### [EXERCISE GOAL]
In this exercise, every entry below is to be reproduced word for word.
Start of STORED DATA
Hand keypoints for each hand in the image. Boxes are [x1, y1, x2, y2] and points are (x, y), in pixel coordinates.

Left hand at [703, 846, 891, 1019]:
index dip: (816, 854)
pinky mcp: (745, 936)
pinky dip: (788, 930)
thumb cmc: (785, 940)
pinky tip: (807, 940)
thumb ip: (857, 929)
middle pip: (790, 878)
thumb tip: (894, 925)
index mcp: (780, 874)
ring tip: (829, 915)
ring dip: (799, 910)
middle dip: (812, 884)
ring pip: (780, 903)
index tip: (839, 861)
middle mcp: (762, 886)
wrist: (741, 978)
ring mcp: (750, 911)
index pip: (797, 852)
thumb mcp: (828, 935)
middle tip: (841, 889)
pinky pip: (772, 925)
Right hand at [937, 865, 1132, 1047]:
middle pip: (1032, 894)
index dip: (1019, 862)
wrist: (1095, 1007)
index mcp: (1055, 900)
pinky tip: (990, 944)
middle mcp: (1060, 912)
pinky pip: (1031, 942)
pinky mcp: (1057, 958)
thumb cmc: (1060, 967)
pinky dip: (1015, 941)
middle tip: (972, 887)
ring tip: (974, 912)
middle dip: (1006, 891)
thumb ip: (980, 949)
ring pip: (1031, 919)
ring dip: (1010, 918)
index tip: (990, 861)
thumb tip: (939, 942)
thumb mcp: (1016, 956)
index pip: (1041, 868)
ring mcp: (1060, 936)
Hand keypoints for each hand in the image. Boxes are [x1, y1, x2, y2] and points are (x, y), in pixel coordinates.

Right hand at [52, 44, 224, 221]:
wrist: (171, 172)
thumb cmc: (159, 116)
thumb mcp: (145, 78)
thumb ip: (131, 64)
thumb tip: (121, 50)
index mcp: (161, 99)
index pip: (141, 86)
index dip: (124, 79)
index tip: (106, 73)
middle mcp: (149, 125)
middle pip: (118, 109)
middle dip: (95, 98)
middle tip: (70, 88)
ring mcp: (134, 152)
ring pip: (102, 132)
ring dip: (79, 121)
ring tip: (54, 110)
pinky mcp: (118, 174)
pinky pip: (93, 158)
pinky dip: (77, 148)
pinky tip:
End of STORED DATA
### [OUTPUT OF THE TASK]
Hand keypoints for each hand in the image. Boxes are [x1, y1, x2, y2] and points are (x, y), in pixel coordinates.

Left hand at [703, 846, 891, 1019]:
index dip: (816, 854)
pinky mcp: (745, 936)
pinky dip: (788, 930)
thumb cmc: (785, 940)
pinky tip: (807, 940)
thumb ip: (857, 929)
middle pip: (790, 878)
thumb tip: (894, 925)
index mcp: (780, 874)
ring tip: (829, 915)
ring dip: (799, 910)
middle dip: (812, 884)
ring pip: (780, 903)
index tip: (839, 861)
middle mcp: (762, 886)
wrist: (741, 978)
ring mcp: (750, 911)
index pip: (797, 852)
thumb mcp: (828, 935)
middle tip: (841, 889)
pinky pip: (772, 925)
Right hand at [937, 865, 1132, 1047]:
middle pip: (1032, 894)
index dip: (1019, 862)
wrist: (1095, 1007)
index mcp: (1055, 900)
pinky tip: (990, 944)
middle mcp: (1060, 912)
pinky pip: (1031, 942)
pinky mcp: (1057, 958)
thumb cmc: (1060, 967)
pinky dip: (1015, 941)
middle tip: (972, 887)
ring tip: (974, 912)
middle dip: (1006, 891)
thumb ip: (980, 949)
ring pip: (1031, 919)
ring dip: (1010, 918)
index tip: (990, 861)
thumb tip: (939, 942)
thumb mcp: (1016, 956)
index pip: (1041, 868)
ring mcp: (1060, 936)
Hand keypoints for each hand in the image. Boxes are [x1, y1, x2, y2] and points are (x, y), in pixel coordinates.

Right hand at [52, 44, 224, 221]:
wrist: (171, 172)
thumb cmc: (159, 116)
thumb mcp: (145, 78)
thumb ip: (131, 64)
thumb tip: (121, 50)
index mcp: (161, 99)
index pip: (141, 86)
index dip: (124, 79)
index tip: (106, 73)
middle mcp: (149, 125)
middle pip: (118, 109)
middle dip: (95, 98)
middle tip: (70, 88)
ring mcp: (134, 152)
ring pip: (102, 132)
ring dip: (79, 121)
ring tip: (54, 110)
pinky mcp: (118, 174)
pinky pip: (93, 158)
pinky dip: (77, 148)
pinky tip:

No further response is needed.